Rørosmartnan
En cada documentación sobre Noruega se pueden ver: los trineos tirados por caballos que llegan a un pequeño pueblo minero en una vasta llanura blanca, donde se lleva a cabo un...


Publicado: 23.02.2020
























Después de un viaje en tren por la mañana, llegué a Trondheim alrededor de las seis y media, donde mamá me recogió en la estación. Después de un breve descanso para recuperar fuerzas, comenzó la aventura. Como las calles de Trondheim están prácticamente dispuestas como un tablero de ajedrez (después de un incendio en la ciudad, el urbanista quería evitar otra devastación por fuego), era relativamente fácil orientarse.

a lo largo del Nidelva
Primero fuimos al Nidelva, el río que sitúa el centro de Trondheim en una península. Las casas de almacenamiento a ambos lados crearon una hermosa atmósfera.


Gamle Bru
El Gamle Bybru, la vieja puente de la ciudad, fue construido en 1862 para conectar la península central y el distrito que incluye la fortaleza. Allí, literalmente, me estuve colgando.



Catedral de Nidaros
A solo unos cientos de metros más adelante, a lo largo del río, se encuentra la Catedral de Nidaros, construida sobre la tumba de San Olaf.

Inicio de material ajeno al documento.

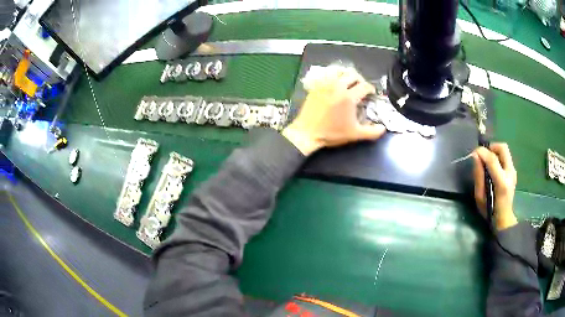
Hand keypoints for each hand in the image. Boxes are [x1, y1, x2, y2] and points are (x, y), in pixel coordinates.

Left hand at [282, 68, 385, 155]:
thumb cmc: (332, 134)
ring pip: (339, 71)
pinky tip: (335, 82)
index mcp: (349, 97)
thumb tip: (383, 128)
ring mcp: (325, 84)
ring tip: (349, 82)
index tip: (371, 93)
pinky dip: (334, 75)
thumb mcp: (355, 134)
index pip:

Durante siglos, muchos peregrinos acudieron allí, convirtiéndola en un santuario nacional de Noruega. La construcción comenzó en 1070, aunque las partes más antiguas que aún se conservan son del medio del siglo XII. Lo más destacado es, sobre todo, la gran roseta en la fachada.




Stiftsgården
Si te diriges de nuevo un poco hacia el centro de la ciudad, inevitablemente pasarás por Stiftsgården. El gran edificio amarillo, en el que nadie vive y que en su momento solo servía como punto de encuentro, es un testimonio de la floreciente era cultural y económica de Trondheim en los siglos XVII y XVIII. En esa época, el comercio de madera, pescado y cobre de Røros prosperó. Este comercio fue principalmente administrado por algunas familias de comerciantes de Silesia Meridional, sobre todo de Flensburg, y fueron ellas las que hicieron construir el palacio de madera más grande de Escandinavia.

Fortaleza de Kristiansten
En el siglo XVII, Dinamarca-Noruega tuvo varios conflictos con Suecia, que está a solo alrededor de 100 kilómetros de la frontera. La fortaleza fue construida en 1681, después de un incendio en la ciudad, para poder defender la ciudad de ataques del este. Se podía caminar por toda la instalación y, afortunadamente, el sol también parecía brillar, lo que ya casi evocaba sentimientos primaverales. También valió la pena el camino 'exigente' hacia la fortaleza. Subió un poco la colina y los caminos aún estaban parcialmente helados. Desde la fortaleza se tenía una gran vista sobre la Catedral de Nidaros y Munkholmen, que es la isla frente a Trondheim. También vimos un barco de Hurtigruten que estaba zarpando.





Disfrutando
El sábado fue nuestro último día en Trondheim, así que queríamos tomárnoslo con calma. Después de que nuestro tren de Røros tuvo una hora de retraso el día anterior y regresamos por la noche, primero dormimos un poco más. Luego comenzamos con pancakes y un batido de leche para el desayuno.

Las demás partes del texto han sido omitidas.